**Task directions:** Return all lines in the data where the string "hand" can be found.

[Dataset items]

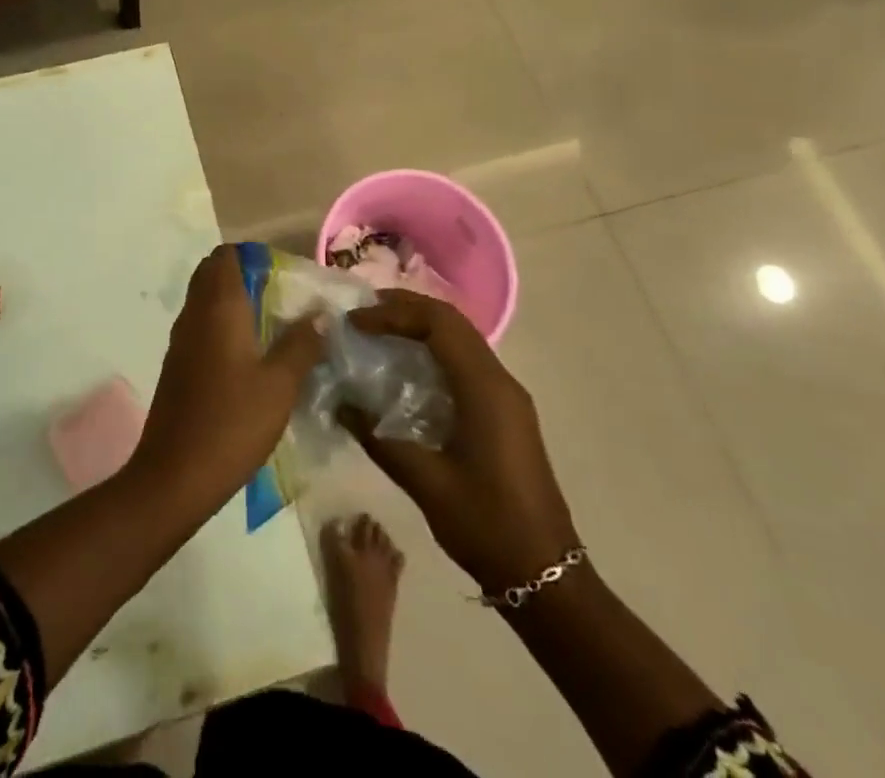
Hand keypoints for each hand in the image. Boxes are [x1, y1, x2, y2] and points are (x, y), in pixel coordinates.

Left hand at [130, 245, 324, 508]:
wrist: (174, 476)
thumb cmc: (232, 423)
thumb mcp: (280, 385)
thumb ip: (301, 344)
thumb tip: (321, 314)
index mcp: (218, 307)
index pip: (225, 256)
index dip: (250, 255)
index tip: (280, 272)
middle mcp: (194, 314)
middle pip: (212, 274)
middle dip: (242, 275)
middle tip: (278, 296)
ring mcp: (180, 340)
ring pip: (203, 301)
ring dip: (231, 301)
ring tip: (269, 323)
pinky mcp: (176, 365)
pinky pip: (198, 326)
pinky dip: (220, 325)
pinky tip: (246, 354)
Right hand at [345, 290, 577, 594]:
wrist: (545, 576)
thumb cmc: (486, 525)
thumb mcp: (425, 482)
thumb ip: (378, 437)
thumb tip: (339, 403)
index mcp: (485, 389)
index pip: (438, 324)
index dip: (394, 314)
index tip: (356, 322)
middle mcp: (500, 380)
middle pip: (452, 321)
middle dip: (406, 308)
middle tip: (364, 312)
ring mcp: (507, 395)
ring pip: (461, 337)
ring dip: (421, 324)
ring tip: (379, 328)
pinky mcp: (505, 410)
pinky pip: (466, 360)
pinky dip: (434, 348)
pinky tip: (408, 365)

**Reply to the task:**
Hand keypoints for each hand in the image. Boxes are [x1, y1, x2, y2] and points are (x, y), in pixel coordinates.
Left hand at [130, 245, 324, 508]:
Right hand at [345, 290, 577, 594]:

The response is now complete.